• Aim of the exercise: Below are entries; count the lines among them that contain the word "playing", and give only the count.

Stored data entries

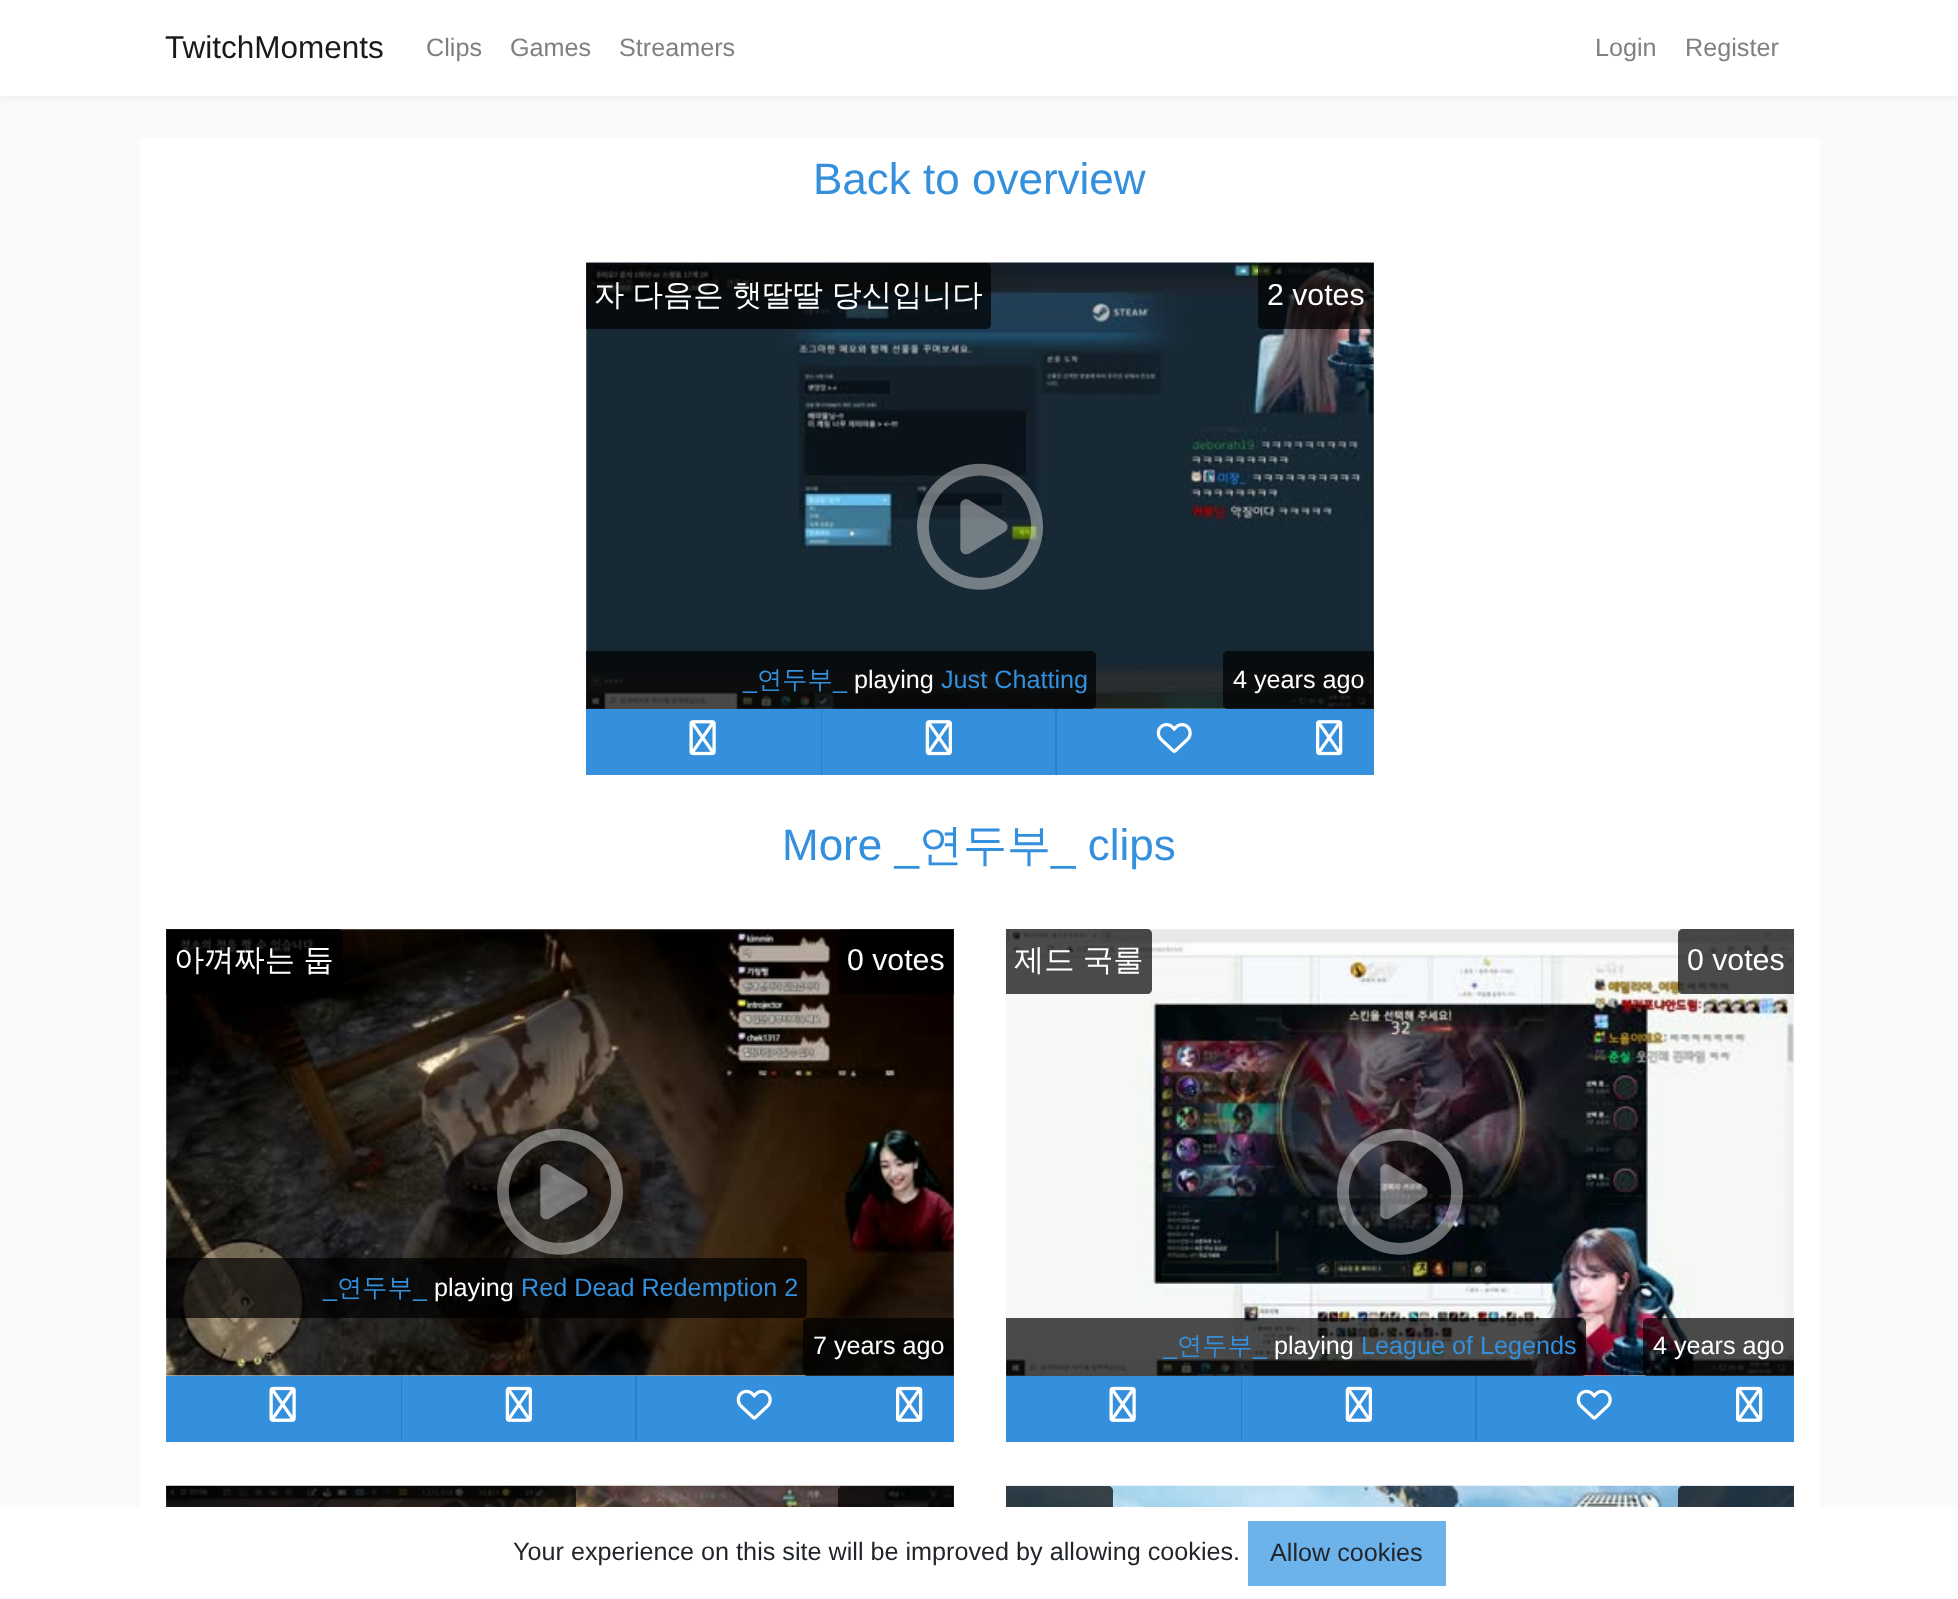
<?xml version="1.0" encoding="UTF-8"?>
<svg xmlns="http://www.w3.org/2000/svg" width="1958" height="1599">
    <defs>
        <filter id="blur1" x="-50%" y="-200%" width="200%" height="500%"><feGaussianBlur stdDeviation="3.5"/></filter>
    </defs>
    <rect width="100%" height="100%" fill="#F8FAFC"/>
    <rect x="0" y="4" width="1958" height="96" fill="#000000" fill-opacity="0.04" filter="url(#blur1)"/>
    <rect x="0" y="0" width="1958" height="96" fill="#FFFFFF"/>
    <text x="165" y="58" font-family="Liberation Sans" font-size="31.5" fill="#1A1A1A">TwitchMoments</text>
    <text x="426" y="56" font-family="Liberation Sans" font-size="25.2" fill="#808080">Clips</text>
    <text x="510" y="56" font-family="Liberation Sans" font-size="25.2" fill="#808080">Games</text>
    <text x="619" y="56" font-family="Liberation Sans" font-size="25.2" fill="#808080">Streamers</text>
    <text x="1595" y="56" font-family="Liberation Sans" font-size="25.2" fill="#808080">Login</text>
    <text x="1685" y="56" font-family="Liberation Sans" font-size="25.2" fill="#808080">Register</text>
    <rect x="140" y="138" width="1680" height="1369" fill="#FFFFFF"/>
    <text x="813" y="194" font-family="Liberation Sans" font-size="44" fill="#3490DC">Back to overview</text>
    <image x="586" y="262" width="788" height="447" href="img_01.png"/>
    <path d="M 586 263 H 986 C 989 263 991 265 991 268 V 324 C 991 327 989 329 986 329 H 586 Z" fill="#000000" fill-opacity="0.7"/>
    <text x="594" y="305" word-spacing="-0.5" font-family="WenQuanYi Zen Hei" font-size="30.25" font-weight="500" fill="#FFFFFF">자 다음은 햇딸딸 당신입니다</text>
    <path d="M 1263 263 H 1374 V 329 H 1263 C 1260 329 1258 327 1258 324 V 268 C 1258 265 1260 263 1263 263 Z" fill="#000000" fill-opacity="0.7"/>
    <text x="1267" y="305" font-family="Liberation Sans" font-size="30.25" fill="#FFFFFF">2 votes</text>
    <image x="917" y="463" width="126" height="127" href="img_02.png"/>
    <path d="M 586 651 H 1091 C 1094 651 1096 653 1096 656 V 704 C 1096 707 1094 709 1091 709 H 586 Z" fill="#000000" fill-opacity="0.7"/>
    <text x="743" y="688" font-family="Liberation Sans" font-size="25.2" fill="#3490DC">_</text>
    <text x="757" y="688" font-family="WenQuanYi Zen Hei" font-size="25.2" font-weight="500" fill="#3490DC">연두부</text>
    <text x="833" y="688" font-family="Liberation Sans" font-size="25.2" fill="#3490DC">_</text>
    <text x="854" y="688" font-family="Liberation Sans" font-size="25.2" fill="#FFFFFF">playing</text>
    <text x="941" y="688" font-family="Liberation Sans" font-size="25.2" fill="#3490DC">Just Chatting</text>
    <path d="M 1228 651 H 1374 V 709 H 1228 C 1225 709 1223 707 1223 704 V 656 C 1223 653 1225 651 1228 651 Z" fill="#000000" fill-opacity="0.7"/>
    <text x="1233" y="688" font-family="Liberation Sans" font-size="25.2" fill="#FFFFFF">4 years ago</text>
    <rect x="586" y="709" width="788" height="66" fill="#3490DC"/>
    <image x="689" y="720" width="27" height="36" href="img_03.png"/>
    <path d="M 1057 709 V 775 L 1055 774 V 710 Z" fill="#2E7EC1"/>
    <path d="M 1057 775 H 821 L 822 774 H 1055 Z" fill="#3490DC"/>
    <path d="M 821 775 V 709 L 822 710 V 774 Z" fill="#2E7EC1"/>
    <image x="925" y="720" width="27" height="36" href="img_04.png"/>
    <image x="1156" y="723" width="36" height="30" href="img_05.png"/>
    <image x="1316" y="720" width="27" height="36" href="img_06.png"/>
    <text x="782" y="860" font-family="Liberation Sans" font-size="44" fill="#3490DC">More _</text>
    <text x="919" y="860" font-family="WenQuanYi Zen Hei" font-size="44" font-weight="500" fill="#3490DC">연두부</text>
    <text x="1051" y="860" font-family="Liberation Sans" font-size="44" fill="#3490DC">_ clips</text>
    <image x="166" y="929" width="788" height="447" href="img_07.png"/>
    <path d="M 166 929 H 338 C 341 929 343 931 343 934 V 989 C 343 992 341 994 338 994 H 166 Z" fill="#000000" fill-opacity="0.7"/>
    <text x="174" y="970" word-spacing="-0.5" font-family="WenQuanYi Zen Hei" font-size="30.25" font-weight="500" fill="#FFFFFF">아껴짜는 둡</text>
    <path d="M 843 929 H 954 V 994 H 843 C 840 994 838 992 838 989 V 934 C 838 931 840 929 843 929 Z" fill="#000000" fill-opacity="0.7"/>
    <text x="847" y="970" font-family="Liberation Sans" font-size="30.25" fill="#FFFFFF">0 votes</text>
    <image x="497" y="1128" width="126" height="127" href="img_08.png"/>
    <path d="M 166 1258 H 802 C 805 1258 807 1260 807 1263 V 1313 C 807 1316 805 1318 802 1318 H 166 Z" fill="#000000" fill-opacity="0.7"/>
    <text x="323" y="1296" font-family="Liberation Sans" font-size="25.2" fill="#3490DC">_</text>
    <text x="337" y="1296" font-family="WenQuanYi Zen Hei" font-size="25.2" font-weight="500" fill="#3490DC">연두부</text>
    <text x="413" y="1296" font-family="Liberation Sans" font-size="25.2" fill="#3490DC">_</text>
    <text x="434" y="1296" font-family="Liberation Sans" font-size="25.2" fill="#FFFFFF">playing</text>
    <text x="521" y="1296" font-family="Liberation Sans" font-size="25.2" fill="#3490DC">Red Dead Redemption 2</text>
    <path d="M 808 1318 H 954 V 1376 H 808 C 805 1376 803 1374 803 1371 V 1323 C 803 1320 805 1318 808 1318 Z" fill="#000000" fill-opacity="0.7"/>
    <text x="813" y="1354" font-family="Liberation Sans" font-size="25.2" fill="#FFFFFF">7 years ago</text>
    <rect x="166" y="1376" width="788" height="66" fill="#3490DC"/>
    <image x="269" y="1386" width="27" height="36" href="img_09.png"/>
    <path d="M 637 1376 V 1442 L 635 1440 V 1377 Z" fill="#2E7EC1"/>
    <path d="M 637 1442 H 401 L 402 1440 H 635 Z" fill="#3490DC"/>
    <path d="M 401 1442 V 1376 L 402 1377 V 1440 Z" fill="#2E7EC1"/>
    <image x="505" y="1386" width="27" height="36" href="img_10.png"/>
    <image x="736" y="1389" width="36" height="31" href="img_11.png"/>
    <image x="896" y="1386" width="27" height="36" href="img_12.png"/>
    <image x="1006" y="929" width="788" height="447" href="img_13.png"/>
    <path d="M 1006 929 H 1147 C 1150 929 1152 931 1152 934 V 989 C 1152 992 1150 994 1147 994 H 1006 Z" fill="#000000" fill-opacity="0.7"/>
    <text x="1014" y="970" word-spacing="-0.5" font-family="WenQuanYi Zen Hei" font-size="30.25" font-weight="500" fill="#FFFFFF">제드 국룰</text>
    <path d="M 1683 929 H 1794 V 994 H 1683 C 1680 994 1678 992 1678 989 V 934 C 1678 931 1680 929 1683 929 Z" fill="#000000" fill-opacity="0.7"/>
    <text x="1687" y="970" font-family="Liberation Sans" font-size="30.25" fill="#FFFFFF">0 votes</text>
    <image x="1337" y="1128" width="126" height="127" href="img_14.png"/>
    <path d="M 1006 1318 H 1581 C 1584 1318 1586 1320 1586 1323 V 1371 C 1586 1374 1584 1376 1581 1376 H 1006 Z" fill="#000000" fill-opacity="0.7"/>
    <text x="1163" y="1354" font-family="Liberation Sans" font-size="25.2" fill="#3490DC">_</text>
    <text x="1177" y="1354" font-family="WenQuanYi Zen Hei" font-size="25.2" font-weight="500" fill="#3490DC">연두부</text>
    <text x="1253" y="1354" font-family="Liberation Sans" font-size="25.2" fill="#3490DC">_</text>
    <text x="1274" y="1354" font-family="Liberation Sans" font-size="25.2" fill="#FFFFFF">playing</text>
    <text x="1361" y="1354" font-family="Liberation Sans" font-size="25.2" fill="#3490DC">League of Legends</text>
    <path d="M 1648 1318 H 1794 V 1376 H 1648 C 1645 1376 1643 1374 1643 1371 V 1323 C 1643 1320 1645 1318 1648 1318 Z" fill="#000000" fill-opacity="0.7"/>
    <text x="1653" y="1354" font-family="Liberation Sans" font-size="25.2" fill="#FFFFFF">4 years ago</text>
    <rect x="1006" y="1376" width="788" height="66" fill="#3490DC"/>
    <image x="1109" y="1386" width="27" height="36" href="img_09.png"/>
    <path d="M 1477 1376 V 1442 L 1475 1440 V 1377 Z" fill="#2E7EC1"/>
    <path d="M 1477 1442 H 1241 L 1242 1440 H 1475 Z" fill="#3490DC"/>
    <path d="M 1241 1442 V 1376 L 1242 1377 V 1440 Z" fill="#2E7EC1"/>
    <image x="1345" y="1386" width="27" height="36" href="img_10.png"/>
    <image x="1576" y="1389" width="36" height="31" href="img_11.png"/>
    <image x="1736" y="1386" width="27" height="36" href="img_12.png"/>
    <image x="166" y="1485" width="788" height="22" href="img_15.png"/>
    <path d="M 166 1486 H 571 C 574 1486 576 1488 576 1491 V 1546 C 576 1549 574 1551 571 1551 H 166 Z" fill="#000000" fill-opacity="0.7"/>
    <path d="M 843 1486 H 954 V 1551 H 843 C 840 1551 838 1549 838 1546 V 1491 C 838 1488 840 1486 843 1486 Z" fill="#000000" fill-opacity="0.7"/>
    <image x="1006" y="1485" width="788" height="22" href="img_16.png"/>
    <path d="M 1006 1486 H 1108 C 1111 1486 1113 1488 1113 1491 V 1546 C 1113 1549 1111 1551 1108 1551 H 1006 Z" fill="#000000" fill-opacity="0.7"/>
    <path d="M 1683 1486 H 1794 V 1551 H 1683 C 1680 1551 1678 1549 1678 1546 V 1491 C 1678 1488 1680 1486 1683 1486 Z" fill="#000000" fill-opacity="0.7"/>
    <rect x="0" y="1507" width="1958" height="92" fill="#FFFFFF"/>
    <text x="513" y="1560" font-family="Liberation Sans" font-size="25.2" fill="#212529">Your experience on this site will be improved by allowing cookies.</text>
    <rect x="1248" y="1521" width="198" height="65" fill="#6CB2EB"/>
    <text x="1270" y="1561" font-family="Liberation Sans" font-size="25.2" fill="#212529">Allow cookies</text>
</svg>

• Answer box: 3